Leading Through Stress with Presence by Bjorg Egg
This is personal stabilisation protocol you can rely on when stress is already present, not just when you’re reflective.
This is written so you can follow it step‑by‑step, even when thinking is compromised.
Your Personal Stabilisation Protocol (Stress Version)
Purpose:
To prevent inner takeover, slow the system, and restore leadership under stress — without suppressing any part.
This is not for insight.
This is for containment and choice.
WHEN TO USE THIS
Activate this protocol as soon as you notice one of these:
Harsh self‑talk or pressure → critic rising
Urgency, impulsive urges, “do something now” → firefighter rising
Heaviness, shame, withdrawal → exile activated
Or simply: “I don’t feel like myself.”
You don’t wait for a crisis.
You intervene early.
PHASE 1 — INTERRUPT (30–60 seconds)
Goal: Stop automatic escalation.
Name the state Say internally:
“Stress state. A part is active.”
Freeze decisions
“Nothing important gets decided right now.”
This alone often prevents the firefighter from hijacking action.
PHASE 2 — STABILISE THE BODY (1–2 minutes)
Goal: Reduce nervous system arousal before engaging mentally.
Choose one and use it every time:
Feet on the floor, press gently for 10 seconds
Inhale 4, exhale 6 (5 rounds)
Slow walking or stretching
Warmth (hands, drink, water)
Do not analyse while doing this.
This tells your protectors: “Containment exists.”

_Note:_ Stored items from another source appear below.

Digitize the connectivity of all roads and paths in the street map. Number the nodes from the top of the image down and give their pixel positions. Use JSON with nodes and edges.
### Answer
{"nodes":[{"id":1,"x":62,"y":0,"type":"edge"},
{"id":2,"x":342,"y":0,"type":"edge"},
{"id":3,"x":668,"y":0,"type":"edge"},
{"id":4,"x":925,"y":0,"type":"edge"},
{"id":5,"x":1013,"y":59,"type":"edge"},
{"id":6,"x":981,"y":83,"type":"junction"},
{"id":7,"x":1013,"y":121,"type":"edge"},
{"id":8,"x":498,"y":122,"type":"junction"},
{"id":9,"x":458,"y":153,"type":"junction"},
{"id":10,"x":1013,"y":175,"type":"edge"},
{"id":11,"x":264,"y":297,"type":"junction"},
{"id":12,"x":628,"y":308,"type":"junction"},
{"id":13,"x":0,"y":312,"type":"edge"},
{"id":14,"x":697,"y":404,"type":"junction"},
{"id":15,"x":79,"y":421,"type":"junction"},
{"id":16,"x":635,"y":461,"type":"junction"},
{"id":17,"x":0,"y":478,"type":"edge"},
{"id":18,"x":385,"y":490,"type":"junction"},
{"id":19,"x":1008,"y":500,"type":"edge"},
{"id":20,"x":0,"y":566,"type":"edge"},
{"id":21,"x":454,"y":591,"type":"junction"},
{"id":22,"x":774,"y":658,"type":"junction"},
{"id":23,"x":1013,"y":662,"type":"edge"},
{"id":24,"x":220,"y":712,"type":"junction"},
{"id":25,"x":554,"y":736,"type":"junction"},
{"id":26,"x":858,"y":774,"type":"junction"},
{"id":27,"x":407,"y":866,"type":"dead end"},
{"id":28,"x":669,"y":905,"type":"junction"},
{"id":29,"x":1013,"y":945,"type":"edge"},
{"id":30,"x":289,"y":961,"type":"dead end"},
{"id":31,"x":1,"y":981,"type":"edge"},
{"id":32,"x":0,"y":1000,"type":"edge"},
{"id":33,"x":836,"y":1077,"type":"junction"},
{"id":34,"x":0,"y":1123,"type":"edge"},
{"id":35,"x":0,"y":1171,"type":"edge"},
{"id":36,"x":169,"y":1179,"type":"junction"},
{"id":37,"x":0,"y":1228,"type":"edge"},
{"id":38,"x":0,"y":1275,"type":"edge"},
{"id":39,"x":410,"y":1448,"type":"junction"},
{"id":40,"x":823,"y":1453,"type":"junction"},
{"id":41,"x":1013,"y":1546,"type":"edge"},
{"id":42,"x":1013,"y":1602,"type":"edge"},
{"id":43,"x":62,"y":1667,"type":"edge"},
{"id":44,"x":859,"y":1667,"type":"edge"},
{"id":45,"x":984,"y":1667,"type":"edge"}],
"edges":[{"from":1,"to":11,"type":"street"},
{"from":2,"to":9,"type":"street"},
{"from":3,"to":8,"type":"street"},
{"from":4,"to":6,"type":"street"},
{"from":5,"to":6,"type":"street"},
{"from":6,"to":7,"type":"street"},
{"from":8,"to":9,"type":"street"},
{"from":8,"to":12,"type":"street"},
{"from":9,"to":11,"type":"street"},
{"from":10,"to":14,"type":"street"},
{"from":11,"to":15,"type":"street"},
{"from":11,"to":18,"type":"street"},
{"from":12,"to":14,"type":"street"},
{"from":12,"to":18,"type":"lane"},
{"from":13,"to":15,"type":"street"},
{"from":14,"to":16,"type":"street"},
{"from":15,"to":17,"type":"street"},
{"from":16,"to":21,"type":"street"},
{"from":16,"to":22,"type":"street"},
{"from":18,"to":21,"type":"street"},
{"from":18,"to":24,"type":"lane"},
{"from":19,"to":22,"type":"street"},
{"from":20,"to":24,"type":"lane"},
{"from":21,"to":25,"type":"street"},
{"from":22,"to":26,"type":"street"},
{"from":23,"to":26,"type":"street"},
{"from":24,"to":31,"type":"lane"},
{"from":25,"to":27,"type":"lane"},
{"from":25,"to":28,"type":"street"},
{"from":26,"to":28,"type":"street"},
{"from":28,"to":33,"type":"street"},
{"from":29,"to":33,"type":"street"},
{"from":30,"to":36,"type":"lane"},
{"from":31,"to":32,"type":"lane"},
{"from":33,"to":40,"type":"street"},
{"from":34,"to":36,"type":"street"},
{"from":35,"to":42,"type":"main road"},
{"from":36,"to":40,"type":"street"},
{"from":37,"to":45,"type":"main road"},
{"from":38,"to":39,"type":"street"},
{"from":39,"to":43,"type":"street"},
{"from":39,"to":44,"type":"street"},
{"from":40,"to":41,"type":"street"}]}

PHASE 3 — REASSERT LEADERSHIP (20 seconds)
Goal: Restore hierarchy without conflict.
Say (adapt wording if needed):
“I’m here now.
I see the urgency.
Nothing is deciding for me.”
This is not reassurance — it’s authority with calm.
PHASE 4 — ADDRESS THE PROTECTOR IN CHARGE (30–60 seconds)
Ask one question only:
“Which part is driving this right now?”
If it’s the inner critic
Say:
“I hear the concern.
You don’t need to push.
I will review this later.”
If it’s the firefighter
Say:
“I see the urgency.
We are pausing.
I’m staying with this.”
Do not argue. Do not promise perfection. Just signal leadership.
PHASE 5 — CONTAIN THE VULNERABILITY (30 seconds)
You do not open old pain during stress.
Instead, say:
“I know something tender is here.
I’m not ignoring it.
We’ll come back when it’s safe.”
Then return attention to the body or environment.
This prevents flooding and abandonment.
PHASE 6 — CHOOSE THE NEXT SMALL ACTION
Only one question:
“What is the smallest stabilising action I can take right now?”
Examples:
Delay a response
Get water
Step outside
Write one sentence, not the whole thing
Do nothing for 5 minutes
Small actions stabilise systems.
Big actions destabilise them under stress.
THE FULL PROTOCOL (MEMORY VERSION)
If you can’t remember everything, remember this:
Notice →
Slow →
Ground →
Reassert leadership →
Contain →
Choose small action
WHAT SUCCESS LOOKS LIKE
Success is not calm.
Success is:
No impulsive action
Less inner violence
Faster recovery
You remain present
If intensity drops even 10%, the protocol worked.
WHAT TO EXPECT OVER TIME
As you use this consistently:
Protectors escalate less often
The critic becomes advisory, not punitive
The firefighter acts less urgently
Vulnerable signals feel safer to notice
You trust yourself under pressure again
This is how systems stabilise: predictable leadership, repeated calmly.
ONE SENTENCE TO CARRY WITH YOU
When everything else disappears:
“I’m here. Nothing is deciding for me right now.”
That sentence alone restores the centre more often than you’d expect.
What kind of stress hits you most often — urgency, shame, overwhelm, or conflict?